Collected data

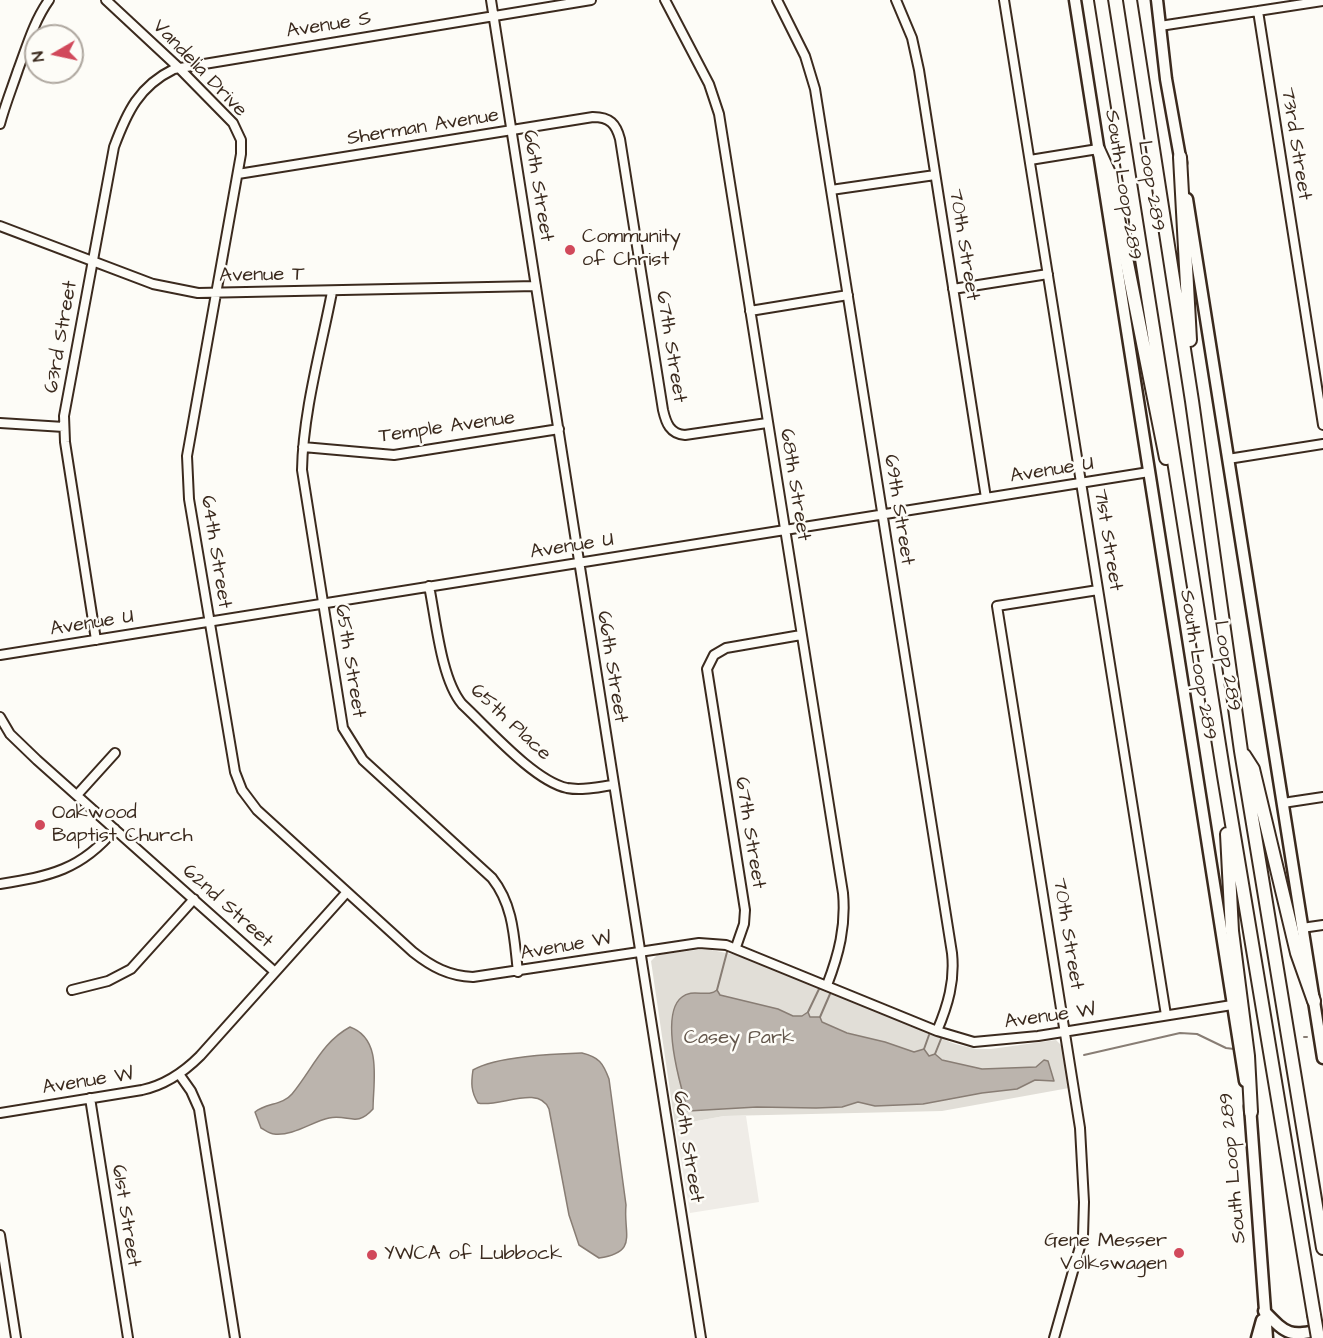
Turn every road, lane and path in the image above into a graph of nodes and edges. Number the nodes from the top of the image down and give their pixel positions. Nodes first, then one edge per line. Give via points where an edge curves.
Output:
1 (49, 0) edge
2 (106, 0) edge
3 (491, 0) edge
4 (591, 0) edge
5 (665, 0) edge
6 (777, 0) edge
7 (896, 0) edge
8 (1004, 0) edge
9 (1075, 0) edge
10 (1101, 0) edge
11 (1130, 0) edge
12 (1157, 0) edge
13 (1323, 0) edge
14 (1258, 11) junction
15 (494, 15) junction
16 (1160, 26) junction
17 (179, 68) junction
18 (612, 122) joint
19 (0, 124) edge
20 (512, 130) junction
21 (1098, 149) junction
22 (1180, 157) junction
23 (1030, 160) junction
24 (238, 174) junction
25 (935, 175) junction
26 (831, 190) junction
27 (0, 226) edge
28 (92, 261) junction
29 (1047, 274) junction
30 (536, 286) junction
31 (953, 289) junction
32 (333, 292) junction
33 (216, 293) junction
34 (848, 295) junction
35 (750, 311) junction
36 (1192, 401) junction
37 (0, 423) edge
38 (767, 423) junction
39 (1323, 425) edge
40 (64, 428) junction
41 (559, 429) junction
42 (1323, 444) edge
43 (303, 447) junction
44 (1228, 459) junction
45 (1149, 472) junction
46 (1081, 483) junction
47 (986, 498) junction
48 (882, 514) junction
49 (784, 530) junction
50 (580, 562) junction
51 (1193, 579) junction
52 (429, 586) junction
53 (1098, 590) junction
54 (323, 603) junction
55 (209, 622) junction
56 (801, 635) junction
57 (96, 640) junction
58 (0, 655) edge
59 (0, 717) edge
60 (1241, 751) junction
61 (115, 753) dead end
62 (1224, 776) junction
63 (613, 785) junction
64 (77, 795) junction
65 (1323, 797) edge
66 (1283, 803) junction
67 (115, 828) junction
68 (0, 884) edge
69 (347, 892) junction
70 (194, 899) junction
71 (1323, 925) edge
72 (1302, 928) junction
73 (736, 947) junction
74 (640, 951) junction
75 (275, 972) junction
76 (518, 972) junction
77 (827, 985) junction
78 (72, 990) dead end
79 (1314, 1001) junction
80 (1232, 1005) junction
81 (1166, 1015) junction
82 (937, 1031) junction
83 (1066, 1031) junction
84 (1323, 1058) edge
85 (179, 1074) junction
86 (90, 1098) junction
87 (1251, 1112) junction
88 (0, 1113) edge
89 (0, 1235) edge
90 (1323, 1248) edge
91 (1264, 1311) junction
92 (1323, 1330) edge
93 (16, 1338) edge
94 (128, 1338) edge
95 (235, 1338) edge
96 (701, 1338) edge
97 (1054, 1338) edge
98 (1257, 1338) edge
99 (1267, 1338) edge
100 (1318, 1338) edge

1 - 19 street via 30,37
2 - 17 street, Vandelia Drive
3 - 15 street, 66th Street
4 - 15 street, Avenue S
5 - 35 street, 68th Street via 716,104
6 - 26 street, 69th Street via 812,77
7 - 25 street, 70th Street via 912,38
8 - 23 street, 71st Street
9 - 21 main road, South Loop 289
10 - 51 highway, Loop 289
11 - 36 highway, Loop 289
12 - 16 main road
13 - 14 street
14 - 16 street
14 - 39 street, 73rd Street
15 - 17 street, Avenue S
15 - 20 street, 66th Street
16 - 22 main road
17 - 24 street, Vandelia Drive via 237,129 241,140
17 - 28 street, 63rd Street via 154,81 125,116 114,147
18 - 20 street, Sherman Avenue via 593,117
18 - 38 street, 67th Street via 620,139 668,426 675,433 693,435
20 - 24 street, Sherman Avenue
20 - 30 street, 66th Street
21 - 23 street
21 - 45 main road, South Loop 289
21 - 51 highway via 1109,173
22 - 36 highway
22 - 44 main road
23 - 29 street, 71st Street
24 - 33 street, 64th Street
25 - 26 street
25 - 31 street, 70th Street
26 - 34 street, 69th Street
27 - 28 street, Avenue T
28 - 33 street, Avenue T via 178,291
28 - 40 street, 63rd Street
29 - 31 street
29 - 46 street, 71st Street
30 - 32 street, Avenue T
30 - 41 street, 66th Street
31 - 47 street, 70th Street
32 - 33 street, Avenue T
32 - 43 street, 65th Street
33 - 55 street, 64th Street via 187,456 189,499
34 - 35 street
34 - 48 street, 69th Street
35 - 38 street, 68th Street
36 - 60 highway, Loop 289
37 - 40 street
38 - 49 street, 68th Street
40 - 57 street, 63rd Street
41 - 43 street, Temple Avenue via 394,455
41 - 50 street, 66th Street
42 - 44 street
43 - 54 street, 65th Street via 302,470
44 - 66 main road
45 - 46 street, Avenue U
45 - 80 main road, South Loop 289
46 - 47 street, Avenue U
46 - 53 street, 71st Street
47 - 48 street, Avenue U
48 - 49 street, Avenue U
48 - 82 street, 69th Street via 952,953 949,999
49 - 50 street, Avenue U
49 - 56 street, 68th Street
50 - 52 street, Avenue U
50 - 63 street, 66th Street
51 - 62 highway, Loop 289
52 - 54 street, Avenue U
52 - 63 street, 65th Place via 445,668 462,704 532,770 550,781 582,790
53 - 81 street, 71st Street
53 - 83 street, 70th Street via 997,606
54 - 55 street, Avenue U
54 - 76 street, 65th Street via 343,728 350,742 369,767 501,890 511,918
55 - 57 street, Avenue U
55 - 69 street, 64th Street via 235,772 242,790 257,810
56 - 73 street, 67th Street via 731,646 719,650 708,663 707,677 745,910
56 - 77 street, 68th Street via 844,906 840,947
57 - 58 street, Avenue U
59 - 64 street, 62nd Street via 10,734
60 - 79 highway via 1253,769 1297,953
60 - 90 highway, Loop 289
61 - 64 street
62 - 87 highway via 1232,931
62 - 100 highway, Loop 289, bridge
63 - 74 street, 66th Street
64 - 67 street, 62nd Street
65 - 66 street
66 - 72 main road
67 - 68 street via 99,847 59,872
67 - 70 street, 62nd Street
69 - 75 street, Avenue W
69 - 76 street, Avenue W via 430,966 458,976
70 - 75 street, 62nd Street
70 - 78 street via 131,969 108,981
71 - 72 street
72 - 79 main road
73 - 74 street, Avenue W via 699,943
73 - 77 street, Avenue W
74 - 76 street, Avenue W
74 - 96 street, 66th Street
75 - 85 street, Avenue W
77 - 82 street, Avenue W
79 - 84 main road
80 - 81 street, Avenue W
80 - 87 main road, South Loop 289
81 - 83 street, Avenue W
82 - 83 street, Avenue W via 974,1042
83 - 97 street, 70th Street via 1080,1128 1084,1221
85 - 86 street, Avenue W via 156,1087
85 - 95 street via 194,1097 201,1119
86 - 88 street, Avenue W
86 - 94 street, 61st Street
87 - 91 main road, South Loop 289
89 - 93 street
91 - 92 main road via 1284,1331 1296,1334
91 - 98 main road
91 - 99 main road, South Loop 289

Task to carry out.
Please show every line of the records that holds the word "highway".

Response area.
10 - 51 highway, Loop 289
11 - 36 highway, Loop 289
21 - 51 highway via 1109,173
22 - 36 highway
36 - 60 highway, Loop 289
51 - 62 highway, Loop 289
60 - 79 highway via 1253,769 1297,953
60 - 90 highway, Loop 289
62 - 87 highway via 1232,931
62 - 100 highway, Loop 289, bridge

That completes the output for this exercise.